MULLED CIDER INSTRUCTIONS

RECIPE INCLUDES:

  • 1 Hard Apple Cider Refill
  • 2 Packets Mulling Spices
  • 1 Packet No-Rinse Cleanser

YOU'LL PROVIDE:

  • Zest from 1 medium size orange
  • ½ tsp vanilla extract

Additional Information

  • OG: 1.040 (approx.) -- FG: 1.005 (approx.)
  • Conditioning not necessary for this cider.
  • Flavor: Fruity
  • ABV (alc/vol): 4.5
  • SRM (Color): 3
  • IBU (Bitterness): 0

Ferme­ntation

Carbo­nation

Bottle Condi­tioning


Total Brew­ing Time

3 Weeks 0 Weeks 0 Weeks = 3 Weeks

 

STEP 1: SANITIZING

Follow the steps outlined in your Mr. Beer Kit Instructions. (You can find a copy of these instructions to download by visiting our help desk.)
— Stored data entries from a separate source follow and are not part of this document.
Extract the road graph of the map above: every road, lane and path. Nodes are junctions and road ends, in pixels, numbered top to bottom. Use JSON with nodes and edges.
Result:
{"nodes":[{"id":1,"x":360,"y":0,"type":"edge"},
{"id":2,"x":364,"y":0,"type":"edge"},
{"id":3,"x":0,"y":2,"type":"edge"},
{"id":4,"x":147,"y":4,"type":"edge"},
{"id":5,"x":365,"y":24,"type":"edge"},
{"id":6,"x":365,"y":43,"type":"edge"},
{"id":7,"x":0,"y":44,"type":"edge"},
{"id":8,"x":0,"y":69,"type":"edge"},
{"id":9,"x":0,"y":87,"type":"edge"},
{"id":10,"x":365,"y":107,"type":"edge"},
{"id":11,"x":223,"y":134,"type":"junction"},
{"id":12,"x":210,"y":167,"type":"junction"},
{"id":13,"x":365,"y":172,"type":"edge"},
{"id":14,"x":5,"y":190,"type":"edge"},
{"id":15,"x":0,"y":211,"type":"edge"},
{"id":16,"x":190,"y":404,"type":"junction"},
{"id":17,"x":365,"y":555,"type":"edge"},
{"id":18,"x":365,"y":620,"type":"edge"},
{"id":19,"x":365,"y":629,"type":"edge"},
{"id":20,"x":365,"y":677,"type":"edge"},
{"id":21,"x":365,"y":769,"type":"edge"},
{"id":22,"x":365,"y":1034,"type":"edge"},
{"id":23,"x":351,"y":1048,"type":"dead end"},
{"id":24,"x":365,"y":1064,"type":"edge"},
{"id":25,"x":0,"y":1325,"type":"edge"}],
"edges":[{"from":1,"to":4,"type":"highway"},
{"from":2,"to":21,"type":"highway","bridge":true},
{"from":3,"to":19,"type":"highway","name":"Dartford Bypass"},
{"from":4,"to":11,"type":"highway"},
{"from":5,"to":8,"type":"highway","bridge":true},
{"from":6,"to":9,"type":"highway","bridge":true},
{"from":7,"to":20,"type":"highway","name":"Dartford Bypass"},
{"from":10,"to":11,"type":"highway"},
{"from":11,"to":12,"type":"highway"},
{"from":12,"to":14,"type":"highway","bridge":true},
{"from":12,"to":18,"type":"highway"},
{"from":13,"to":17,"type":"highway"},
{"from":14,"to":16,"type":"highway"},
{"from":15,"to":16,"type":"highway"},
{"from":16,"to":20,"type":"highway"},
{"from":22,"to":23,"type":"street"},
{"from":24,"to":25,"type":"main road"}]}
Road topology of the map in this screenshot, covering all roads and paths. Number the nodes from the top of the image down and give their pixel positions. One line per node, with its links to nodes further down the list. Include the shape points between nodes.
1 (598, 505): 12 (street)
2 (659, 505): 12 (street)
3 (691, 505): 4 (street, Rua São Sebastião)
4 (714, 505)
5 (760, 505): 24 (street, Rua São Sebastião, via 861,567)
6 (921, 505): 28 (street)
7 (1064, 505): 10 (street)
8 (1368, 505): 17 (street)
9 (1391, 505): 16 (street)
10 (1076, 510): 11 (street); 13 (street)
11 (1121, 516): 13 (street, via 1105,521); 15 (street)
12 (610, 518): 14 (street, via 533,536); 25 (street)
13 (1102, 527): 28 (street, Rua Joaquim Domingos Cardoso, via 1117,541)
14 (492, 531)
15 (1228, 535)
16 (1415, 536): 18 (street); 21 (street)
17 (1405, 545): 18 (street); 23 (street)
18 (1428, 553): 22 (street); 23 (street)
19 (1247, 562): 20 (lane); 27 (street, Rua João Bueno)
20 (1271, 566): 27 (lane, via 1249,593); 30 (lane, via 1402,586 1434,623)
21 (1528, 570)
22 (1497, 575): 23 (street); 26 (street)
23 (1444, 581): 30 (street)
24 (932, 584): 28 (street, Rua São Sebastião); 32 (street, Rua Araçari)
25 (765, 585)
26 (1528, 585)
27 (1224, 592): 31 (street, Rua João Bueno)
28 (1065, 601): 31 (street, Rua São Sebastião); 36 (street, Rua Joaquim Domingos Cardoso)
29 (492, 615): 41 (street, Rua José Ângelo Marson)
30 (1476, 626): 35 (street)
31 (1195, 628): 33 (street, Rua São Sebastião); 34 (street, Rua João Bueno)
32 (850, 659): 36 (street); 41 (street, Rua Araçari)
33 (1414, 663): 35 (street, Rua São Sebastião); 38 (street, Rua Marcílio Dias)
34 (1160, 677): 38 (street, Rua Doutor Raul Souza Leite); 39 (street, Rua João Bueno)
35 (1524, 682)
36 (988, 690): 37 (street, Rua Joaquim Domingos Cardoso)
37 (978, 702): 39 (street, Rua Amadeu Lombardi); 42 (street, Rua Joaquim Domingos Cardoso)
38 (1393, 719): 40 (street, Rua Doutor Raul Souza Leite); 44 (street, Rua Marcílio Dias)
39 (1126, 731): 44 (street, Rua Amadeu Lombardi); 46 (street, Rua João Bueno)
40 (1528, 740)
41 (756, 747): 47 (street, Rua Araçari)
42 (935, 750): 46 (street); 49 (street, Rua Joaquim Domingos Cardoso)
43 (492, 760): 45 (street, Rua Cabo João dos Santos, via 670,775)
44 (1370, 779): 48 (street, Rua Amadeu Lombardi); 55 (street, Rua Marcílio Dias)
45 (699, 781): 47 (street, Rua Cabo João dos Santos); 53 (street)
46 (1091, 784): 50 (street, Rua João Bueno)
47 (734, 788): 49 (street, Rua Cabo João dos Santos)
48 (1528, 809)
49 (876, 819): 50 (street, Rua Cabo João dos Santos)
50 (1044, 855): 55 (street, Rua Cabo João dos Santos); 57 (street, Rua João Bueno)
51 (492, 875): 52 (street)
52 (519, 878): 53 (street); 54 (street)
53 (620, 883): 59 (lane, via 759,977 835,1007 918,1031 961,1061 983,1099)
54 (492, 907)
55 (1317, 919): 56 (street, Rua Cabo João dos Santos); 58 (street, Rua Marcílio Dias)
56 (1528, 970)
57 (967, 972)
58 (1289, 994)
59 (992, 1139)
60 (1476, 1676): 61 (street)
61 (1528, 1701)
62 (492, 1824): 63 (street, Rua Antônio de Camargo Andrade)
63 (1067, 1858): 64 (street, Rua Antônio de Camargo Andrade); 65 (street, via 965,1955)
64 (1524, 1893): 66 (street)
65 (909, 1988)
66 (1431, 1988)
NOTE: BE SURE TO SANITIZE EVERYTHING THAT WILL COME INTO CONTACT WITH YOUR BEER. 

STEP 2: BREWING

Brewing cider is the process of combining a starch source (in this case, a apple juice extract) with yeast. Once combined, the yeast eats the sugars in the extract, producing alcohol and carbon dioxide (CO2). This process is called fermentation.

    1. Using the sanitized measuring cup, pour 4 cups of water into your clean 3-quart or larger pot and bring to a boil.
    2. Add both packets of mulling spices and orange zest and boil for 5 minutes then remove from heat.
    3. Open the bottles of cider concentrate and pour the contents into the hot water. Add vanilla extract. Stir until thoroughly mixed. This mixture of unfermented cider is called “must”.
    4. Fill keg with cold water to the #1 mark on the back.
    5. Pour the cider mixture into the keg, including the mulling spices and orange zest, and then bring the volume of the keg to the #2 mark by adding more cold water. Stir vigorously with a spoon or whisk being careful not to scrape the sides of the fermenter.
    6. Sprinkle the provided yeast with the cider refill into the keg, then screw on lid. Do not stir.
    7. Put your keg in a location with a consistent temperature between 65° and 76° F (20°-25° C) and out of direct sunlight.
    8. After approximately 24 hours after adding the yeast, you will be able to see the fermentation process happening by shining a flashlight into the keg. You'll see the yeast in action in the must. The liquid will be opaque and milky, you will see bubbles rising in the liquid, and there will be bubbles on the surface.
    9. Ferment for 21 days, then bottle WITHOUT sugar or carbonation drops (this recipe has no carbonation) and refrigerate right away.


Your fermentation will usually reach its peak in 2 to 5 days (this is also known as “high krausen”). You may see a layer of foam on top of the must, and sediment will accumulate at the bottom of the fermenter. This is totally normal. Complete fermentation will take approximately 2 weeks.
After high krausen the foam and activity will subside and your batch will appear to be dormant. Your cider is still fermenting. The yeast is still at work slowly finishing the fermentation process.

SERVING:

    1. Pour cider into kettle, pot, or saucepan and heat until hot. Do not heat any higher than 160° F or the alcohol will evaporate out.
      Use a thermometer for more accuracy: Buy one here.
    2. Serve hot in mugs garnished with a cinnamon stick and a slice of orange or apple.
    3. Sweeten to taste with sugar, brown sugar, or honey.
    4. (Optional) Add a shot of your choice of liquor for more kick (we suggest rum or brandy).